- _Task statement_:
Within the entries that follow, show each line where the word "Carnia" occurs.

- _Data to process_:
------------------------------------------------------------------------
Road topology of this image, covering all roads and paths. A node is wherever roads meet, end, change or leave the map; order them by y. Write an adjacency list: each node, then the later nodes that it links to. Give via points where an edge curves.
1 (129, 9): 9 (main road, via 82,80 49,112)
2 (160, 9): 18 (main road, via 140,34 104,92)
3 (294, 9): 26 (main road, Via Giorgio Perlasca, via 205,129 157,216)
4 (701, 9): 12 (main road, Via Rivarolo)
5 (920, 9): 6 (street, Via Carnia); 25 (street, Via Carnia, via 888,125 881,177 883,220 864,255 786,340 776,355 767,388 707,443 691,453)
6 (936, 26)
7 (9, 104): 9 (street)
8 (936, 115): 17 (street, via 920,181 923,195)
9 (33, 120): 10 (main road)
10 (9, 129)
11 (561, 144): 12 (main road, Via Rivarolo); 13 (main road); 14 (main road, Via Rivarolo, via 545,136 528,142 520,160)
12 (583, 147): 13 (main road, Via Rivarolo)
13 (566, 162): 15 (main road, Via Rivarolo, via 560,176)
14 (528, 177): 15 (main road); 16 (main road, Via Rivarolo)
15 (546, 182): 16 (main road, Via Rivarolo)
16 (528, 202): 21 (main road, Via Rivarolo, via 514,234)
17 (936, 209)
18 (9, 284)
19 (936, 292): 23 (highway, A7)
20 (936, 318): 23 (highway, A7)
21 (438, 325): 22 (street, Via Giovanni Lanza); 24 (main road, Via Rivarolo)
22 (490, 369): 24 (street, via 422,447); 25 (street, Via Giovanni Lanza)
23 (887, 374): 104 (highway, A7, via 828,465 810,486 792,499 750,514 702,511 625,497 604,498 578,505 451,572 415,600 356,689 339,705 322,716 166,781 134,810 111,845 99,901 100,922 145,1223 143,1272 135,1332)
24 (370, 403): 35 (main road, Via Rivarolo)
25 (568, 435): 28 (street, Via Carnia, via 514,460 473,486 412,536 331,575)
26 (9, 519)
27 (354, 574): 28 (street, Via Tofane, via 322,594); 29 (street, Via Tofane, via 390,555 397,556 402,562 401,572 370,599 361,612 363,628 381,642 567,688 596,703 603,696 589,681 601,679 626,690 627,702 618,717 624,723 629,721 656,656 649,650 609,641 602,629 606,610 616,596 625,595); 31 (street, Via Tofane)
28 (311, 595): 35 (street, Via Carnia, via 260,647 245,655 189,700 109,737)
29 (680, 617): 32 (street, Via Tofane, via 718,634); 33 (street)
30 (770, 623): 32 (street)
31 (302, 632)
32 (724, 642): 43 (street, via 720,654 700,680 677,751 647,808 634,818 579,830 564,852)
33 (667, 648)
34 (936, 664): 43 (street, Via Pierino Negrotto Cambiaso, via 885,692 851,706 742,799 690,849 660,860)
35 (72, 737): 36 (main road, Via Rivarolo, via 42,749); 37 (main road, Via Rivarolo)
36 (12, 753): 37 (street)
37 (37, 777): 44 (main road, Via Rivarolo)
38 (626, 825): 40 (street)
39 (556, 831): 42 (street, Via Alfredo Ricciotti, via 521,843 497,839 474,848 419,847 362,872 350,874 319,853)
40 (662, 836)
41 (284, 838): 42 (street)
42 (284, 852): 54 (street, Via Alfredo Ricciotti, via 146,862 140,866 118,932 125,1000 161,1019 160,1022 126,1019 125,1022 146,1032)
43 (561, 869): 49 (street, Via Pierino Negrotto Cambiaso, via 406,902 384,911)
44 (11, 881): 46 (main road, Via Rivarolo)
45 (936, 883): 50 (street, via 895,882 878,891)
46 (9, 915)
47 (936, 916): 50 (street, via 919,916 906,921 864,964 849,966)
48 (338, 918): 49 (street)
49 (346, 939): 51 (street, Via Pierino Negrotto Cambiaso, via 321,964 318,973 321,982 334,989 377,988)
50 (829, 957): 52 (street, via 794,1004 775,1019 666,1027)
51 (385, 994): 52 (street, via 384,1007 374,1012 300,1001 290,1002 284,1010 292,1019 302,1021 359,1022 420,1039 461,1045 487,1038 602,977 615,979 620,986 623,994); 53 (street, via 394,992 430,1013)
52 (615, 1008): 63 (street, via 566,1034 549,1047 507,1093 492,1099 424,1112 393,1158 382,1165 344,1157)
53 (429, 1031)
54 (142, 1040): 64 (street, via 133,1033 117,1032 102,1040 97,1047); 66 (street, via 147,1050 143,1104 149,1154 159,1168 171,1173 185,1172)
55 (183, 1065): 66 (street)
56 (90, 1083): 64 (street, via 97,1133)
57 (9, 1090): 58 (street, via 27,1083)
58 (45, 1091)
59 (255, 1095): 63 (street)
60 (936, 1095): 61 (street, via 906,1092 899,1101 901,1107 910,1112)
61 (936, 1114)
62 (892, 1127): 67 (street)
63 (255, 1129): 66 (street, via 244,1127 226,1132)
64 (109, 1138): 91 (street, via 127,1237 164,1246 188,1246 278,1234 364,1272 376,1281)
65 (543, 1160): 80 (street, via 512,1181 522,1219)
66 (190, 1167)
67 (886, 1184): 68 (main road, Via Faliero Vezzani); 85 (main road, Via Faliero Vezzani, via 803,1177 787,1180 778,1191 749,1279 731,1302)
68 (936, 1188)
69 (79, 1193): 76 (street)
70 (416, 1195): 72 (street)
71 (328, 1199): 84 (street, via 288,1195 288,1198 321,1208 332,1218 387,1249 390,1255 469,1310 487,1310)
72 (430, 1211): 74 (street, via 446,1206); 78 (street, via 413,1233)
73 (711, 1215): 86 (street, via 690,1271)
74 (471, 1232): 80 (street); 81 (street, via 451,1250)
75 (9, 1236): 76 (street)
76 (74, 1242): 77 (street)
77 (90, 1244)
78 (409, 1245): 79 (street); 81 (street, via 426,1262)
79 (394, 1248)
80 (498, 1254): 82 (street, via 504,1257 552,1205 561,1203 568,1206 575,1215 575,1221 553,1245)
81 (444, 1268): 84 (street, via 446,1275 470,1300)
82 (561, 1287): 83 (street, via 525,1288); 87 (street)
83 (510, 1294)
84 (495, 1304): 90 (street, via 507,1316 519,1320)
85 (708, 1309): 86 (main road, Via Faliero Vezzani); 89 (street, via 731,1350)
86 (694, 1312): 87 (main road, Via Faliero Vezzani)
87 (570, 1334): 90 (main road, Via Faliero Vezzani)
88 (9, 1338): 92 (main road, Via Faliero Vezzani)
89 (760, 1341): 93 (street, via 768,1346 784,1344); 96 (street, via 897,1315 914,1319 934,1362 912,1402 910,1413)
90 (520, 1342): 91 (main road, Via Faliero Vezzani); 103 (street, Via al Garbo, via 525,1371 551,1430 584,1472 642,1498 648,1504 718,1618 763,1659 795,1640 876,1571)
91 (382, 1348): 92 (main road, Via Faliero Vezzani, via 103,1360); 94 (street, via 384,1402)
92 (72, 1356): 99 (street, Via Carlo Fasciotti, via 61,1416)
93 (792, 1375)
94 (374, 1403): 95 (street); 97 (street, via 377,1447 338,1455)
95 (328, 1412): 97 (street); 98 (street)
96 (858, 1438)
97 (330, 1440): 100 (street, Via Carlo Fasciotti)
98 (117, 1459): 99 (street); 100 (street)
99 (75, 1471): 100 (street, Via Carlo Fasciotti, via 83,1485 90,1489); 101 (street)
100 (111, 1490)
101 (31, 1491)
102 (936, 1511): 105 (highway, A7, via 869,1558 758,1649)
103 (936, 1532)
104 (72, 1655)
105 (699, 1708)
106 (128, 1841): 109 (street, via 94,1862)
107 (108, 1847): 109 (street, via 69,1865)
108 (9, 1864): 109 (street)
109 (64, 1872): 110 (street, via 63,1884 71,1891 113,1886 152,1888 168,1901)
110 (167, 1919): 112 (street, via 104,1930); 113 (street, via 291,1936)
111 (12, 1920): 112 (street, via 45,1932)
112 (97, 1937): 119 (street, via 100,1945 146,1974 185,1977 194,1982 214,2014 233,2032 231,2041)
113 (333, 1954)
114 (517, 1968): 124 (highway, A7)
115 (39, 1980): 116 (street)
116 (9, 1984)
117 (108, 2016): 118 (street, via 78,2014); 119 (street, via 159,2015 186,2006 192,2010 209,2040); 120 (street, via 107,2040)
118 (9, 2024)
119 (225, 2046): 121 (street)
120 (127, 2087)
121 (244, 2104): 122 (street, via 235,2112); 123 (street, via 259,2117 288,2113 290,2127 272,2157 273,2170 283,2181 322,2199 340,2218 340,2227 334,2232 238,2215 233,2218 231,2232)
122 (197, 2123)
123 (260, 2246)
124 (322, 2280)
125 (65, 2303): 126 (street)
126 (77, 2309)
------------------------------------------------------------------------
- _Reply to the task_:
5 (920, 9): 6 (street, Via Carnia); 25 (street, Via Carnia, via 888,125 881,177 883,220 864,255 786,340 776,355 767,388 707,443 691,453)
25 (568, 435): 28 (street, Via Carnia, via 514,460 473,486 412,536 331,575)
28 (311, 595): 35 (street, Via Carnia, via 260,647 245,655 189,700 109,737)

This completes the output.